WORK ITEM
The answer must consist of every line from the data that holds "edge".

PROVIDED DATA
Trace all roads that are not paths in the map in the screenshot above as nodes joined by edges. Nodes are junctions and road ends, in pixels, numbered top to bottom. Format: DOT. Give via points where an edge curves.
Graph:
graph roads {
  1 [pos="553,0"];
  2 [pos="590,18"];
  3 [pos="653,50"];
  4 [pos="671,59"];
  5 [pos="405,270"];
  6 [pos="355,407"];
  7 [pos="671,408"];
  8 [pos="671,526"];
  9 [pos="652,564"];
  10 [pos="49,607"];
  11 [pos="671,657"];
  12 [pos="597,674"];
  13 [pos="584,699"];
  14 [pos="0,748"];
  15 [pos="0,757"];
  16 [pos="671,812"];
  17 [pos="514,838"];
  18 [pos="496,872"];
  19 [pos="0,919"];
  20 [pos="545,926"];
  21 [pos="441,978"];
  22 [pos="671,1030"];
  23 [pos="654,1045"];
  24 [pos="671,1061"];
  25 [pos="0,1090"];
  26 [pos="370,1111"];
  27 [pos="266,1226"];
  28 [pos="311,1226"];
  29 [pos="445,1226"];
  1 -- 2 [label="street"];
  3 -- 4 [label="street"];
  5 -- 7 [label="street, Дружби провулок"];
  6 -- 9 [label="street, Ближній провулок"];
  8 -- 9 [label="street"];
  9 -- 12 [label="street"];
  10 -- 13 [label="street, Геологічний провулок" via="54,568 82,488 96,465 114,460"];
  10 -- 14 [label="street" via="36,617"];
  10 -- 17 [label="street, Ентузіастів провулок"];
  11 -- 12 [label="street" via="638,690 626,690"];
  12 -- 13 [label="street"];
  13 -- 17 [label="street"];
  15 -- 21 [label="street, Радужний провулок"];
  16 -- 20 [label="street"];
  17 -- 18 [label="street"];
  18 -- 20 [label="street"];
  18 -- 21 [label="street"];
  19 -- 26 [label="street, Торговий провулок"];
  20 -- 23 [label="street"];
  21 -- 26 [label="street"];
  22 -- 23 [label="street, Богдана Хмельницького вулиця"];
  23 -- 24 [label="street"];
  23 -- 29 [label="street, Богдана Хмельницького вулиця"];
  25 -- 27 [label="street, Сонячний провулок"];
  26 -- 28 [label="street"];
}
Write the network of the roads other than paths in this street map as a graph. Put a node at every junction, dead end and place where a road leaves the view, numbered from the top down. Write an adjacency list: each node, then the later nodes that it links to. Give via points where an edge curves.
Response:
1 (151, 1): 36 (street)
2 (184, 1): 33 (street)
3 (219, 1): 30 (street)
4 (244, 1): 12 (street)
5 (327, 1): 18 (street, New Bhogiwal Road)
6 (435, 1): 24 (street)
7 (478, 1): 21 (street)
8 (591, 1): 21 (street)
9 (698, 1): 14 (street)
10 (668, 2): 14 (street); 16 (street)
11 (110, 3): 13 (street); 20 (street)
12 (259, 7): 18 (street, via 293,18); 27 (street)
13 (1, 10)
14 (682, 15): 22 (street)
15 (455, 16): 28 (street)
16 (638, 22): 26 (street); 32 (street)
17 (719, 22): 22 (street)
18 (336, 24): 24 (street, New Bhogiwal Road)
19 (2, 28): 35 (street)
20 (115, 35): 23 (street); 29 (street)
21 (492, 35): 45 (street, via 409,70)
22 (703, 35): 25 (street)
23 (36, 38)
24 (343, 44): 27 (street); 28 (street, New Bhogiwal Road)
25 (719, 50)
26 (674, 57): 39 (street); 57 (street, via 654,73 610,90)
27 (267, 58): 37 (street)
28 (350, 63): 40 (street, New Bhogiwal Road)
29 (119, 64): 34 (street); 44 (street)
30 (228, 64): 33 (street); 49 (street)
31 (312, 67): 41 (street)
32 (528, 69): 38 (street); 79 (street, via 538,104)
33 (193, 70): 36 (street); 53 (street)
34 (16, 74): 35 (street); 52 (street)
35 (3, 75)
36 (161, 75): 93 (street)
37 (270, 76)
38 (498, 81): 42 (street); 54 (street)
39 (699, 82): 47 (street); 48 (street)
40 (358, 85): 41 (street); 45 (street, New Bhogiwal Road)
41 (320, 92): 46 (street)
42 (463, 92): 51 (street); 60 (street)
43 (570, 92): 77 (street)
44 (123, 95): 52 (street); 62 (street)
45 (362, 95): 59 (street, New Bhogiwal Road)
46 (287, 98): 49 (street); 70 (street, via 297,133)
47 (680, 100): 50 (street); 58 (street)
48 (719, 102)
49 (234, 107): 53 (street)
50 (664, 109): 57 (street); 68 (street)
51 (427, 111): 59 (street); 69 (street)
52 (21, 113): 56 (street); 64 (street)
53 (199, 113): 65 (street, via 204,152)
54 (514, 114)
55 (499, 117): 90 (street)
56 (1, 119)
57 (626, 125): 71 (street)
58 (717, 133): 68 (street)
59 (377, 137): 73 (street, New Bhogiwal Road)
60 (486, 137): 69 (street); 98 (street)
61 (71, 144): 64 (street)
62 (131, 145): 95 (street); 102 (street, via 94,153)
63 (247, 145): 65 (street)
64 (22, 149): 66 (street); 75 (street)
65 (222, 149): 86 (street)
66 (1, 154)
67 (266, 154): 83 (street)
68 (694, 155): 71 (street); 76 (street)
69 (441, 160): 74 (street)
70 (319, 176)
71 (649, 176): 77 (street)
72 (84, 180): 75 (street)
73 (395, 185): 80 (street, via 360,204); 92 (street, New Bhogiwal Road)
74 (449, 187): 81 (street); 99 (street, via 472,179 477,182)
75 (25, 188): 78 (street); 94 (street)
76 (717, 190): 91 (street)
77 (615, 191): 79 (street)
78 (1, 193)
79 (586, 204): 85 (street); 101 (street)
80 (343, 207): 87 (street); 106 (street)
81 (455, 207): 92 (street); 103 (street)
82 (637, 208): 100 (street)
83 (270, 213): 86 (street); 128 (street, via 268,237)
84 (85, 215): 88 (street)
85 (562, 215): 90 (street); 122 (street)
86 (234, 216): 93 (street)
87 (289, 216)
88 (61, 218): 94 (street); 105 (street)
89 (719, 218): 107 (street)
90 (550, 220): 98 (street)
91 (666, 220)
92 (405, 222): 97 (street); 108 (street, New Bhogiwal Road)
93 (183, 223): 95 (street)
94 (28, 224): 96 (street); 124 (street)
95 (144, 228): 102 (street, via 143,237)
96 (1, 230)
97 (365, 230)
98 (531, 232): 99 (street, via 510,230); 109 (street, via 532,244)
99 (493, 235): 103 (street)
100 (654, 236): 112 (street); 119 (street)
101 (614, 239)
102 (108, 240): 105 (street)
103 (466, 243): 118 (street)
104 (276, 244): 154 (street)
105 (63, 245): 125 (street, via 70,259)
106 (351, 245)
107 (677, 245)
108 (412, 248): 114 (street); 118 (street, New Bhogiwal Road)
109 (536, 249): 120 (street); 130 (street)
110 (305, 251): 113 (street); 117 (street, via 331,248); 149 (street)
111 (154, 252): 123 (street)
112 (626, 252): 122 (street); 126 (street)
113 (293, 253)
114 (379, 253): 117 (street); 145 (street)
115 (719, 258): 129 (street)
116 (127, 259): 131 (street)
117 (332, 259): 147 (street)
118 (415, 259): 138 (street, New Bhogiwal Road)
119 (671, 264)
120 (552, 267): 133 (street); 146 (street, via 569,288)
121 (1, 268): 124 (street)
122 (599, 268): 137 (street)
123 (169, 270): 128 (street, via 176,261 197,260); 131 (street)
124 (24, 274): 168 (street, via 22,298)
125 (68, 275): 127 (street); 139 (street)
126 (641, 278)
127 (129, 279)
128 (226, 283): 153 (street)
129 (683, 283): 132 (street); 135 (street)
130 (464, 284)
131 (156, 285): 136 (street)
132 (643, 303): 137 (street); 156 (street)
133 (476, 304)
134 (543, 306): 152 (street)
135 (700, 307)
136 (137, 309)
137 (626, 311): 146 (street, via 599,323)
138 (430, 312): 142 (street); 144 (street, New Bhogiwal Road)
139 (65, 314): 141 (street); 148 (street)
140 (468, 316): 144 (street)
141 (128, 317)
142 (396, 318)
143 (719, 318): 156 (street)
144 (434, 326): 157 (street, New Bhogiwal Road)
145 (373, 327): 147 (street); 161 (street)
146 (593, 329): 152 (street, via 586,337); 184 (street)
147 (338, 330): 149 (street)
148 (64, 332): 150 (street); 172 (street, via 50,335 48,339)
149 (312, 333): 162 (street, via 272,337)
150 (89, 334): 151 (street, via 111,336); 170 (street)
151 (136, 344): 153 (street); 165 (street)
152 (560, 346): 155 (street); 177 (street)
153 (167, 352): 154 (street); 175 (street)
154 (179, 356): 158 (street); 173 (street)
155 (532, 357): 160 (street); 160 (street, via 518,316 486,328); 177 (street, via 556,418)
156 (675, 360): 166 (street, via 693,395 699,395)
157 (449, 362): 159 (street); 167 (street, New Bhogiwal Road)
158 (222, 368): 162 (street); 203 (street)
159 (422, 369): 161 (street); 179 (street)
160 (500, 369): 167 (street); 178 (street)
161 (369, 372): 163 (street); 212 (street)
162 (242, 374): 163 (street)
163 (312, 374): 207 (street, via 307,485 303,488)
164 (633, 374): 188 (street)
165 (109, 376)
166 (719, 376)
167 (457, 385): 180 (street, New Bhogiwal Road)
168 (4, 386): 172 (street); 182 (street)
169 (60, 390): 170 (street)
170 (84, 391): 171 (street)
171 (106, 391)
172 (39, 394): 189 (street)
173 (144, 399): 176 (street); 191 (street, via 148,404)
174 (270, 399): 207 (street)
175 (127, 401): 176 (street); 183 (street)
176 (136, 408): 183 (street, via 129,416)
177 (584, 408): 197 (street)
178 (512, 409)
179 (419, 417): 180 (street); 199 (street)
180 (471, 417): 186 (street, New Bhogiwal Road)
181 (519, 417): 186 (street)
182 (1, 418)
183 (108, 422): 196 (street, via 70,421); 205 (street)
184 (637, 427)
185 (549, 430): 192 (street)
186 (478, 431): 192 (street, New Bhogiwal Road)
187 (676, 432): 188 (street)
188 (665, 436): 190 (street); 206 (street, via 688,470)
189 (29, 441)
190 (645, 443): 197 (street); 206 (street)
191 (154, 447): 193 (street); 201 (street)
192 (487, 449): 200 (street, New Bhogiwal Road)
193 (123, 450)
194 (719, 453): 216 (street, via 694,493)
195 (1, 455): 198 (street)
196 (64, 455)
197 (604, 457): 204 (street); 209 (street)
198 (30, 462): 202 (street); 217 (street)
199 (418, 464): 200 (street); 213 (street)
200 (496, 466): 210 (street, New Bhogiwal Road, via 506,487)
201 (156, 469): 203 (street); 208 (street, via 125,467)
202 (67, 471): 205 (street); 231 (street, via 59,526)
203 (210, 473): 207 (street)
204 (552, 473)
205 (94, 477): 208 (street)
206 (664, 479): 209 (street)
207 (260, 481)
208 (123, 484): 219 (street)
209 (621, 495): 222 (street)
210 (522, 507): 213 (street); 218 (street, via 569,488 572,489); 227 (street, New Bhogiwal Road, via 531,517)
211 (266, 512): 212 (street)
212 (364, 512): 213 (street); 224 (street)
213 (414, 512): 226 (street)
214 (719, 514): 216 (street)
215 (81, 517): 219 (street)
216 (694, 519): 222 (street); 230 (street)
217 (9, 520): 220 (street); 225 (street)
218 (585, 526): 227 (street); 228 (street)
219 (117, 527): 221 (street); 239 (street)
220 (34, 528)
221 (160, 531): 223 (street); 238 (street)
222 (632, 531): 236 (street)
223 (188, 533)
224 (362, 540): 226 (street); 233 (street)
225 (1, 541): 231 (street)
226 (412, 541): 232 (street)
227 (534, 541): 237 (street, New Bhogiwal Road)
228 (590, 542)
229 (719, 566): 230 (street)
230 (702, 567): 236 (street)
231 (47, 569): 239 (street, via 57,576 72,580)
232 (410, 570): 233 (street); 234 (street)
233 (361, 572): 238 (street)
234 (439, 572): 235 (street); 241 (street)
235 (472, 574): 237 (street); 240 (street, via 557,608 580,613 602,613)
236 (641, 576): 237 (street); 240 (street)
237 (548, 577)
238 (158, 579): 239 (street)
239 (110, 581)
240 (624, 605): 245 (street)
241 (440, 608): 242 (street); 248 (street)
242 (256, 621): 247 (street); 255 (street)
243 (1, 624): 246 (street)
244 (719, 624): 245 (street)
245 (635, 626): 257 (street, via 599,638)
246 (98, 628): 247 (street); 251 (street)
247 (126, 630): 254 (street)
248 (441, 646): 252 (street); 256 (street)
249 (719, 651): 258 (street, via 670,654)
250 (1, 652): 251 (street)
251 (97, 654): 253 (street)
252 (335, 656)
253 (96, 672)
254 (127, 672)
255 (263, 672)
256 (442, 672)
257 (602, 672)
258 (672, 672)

ANSWER SPACE
Trace all roads that are not paths in the map in the screenshot above as nodes joined by edges. Nodes are junctions and road ends, in pixels, numbered top to bottom. Format: DOT. Give via points where an edge curves.
Write the network of the roads other than paths in this street map as a graph. Put a node at every junction, dead end and place where a road leaves the view, numbered from the top down. Write an adjacency list: each node, then the later nodes that it links to. Give via points where an edge curves.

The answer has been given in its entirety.